The two communities that have been Tree City USA’s the longest are Fairfield and Stamford, each which has been a Tree City for 23 years.
DEP Commissioner Daniel C. Esty said, “The Tree City USA designation helps communities manage their tree resources, and also shows visitors, and potential homeowners and businesses that the community cares about the environment. This national designation increases public awareness of the many social, economical, and environmental benefits urban forestry provides.”
The community must demonstrate to the State Forester that it does meet these standards. The State Forester then sends his recommendation on to the Arbor Day Foundation.
To become a Tree City USA, a community has to meet each of four standards established by the Arbor Day Foundation:
* Standard I: A Tree Board or Department
* Standard 2: A Community Tree Ordinance
* Standard 3: A Community Forestry Program with an Annual Budget of at Least $2 Per Capita
* Standard 4: An Arbor Day Observance and Proclamation
Once a Tree City USA, communities need to reapply each year in order to retain that distinction.
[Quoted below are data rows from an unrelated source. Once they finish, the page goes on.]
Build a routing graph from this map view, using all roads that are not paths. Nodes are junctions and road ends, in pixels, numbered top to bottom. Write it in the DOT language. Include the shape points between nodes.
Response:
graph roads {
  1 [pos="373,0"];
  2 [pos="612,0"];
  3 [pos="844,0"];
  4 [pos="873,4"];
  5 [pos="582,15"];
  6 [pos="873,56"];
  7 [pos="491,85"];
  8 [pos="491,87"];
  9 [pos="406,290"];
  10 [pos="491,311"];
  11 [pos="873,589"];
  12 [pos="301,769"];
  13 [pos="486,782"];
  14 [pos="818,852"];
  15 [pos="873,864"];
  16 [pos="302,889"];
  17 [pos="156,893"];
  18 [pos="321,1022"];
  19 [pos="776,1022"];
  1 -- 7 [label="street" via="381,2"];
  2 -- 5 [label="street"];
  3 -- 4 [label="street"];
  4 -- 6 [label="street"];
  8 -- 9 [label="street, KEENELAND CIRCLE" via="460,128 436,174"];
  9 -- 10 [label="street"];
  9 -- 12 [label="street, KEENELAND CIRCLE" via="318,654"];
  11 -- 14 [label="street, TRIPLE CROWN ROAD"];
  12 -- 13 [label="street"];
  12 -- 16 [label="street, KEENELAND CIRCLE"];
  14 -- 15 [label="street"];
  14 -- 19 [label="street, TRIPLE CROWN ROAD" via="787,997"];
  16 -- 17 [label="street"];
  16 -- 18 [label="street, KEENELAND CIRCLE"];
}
The nineteen Tree City USA’s, with number of years in parentheses, are:
East Hartford (15)
New Canaan (new)
New Haven (3)
West Haven (2)
In addition to the 19 Tree City USA’s, 4 of these have earned Growth Awards for going beyond the minimum needed to qualify as a Tree City. These communities are Danbury, New Haven, Norwalk and Wethersfield. Communities may receive a Growth Award for educational outreach or providing additional training to the Tree Care staff.
The Tree City USA designation is largely seen as an indication of leadership on the part of the community being honored. These communities, which are of all sizes and are found throughout the state, can serve as models for other communities in Connecticut as they work to advance their urban forestry programs.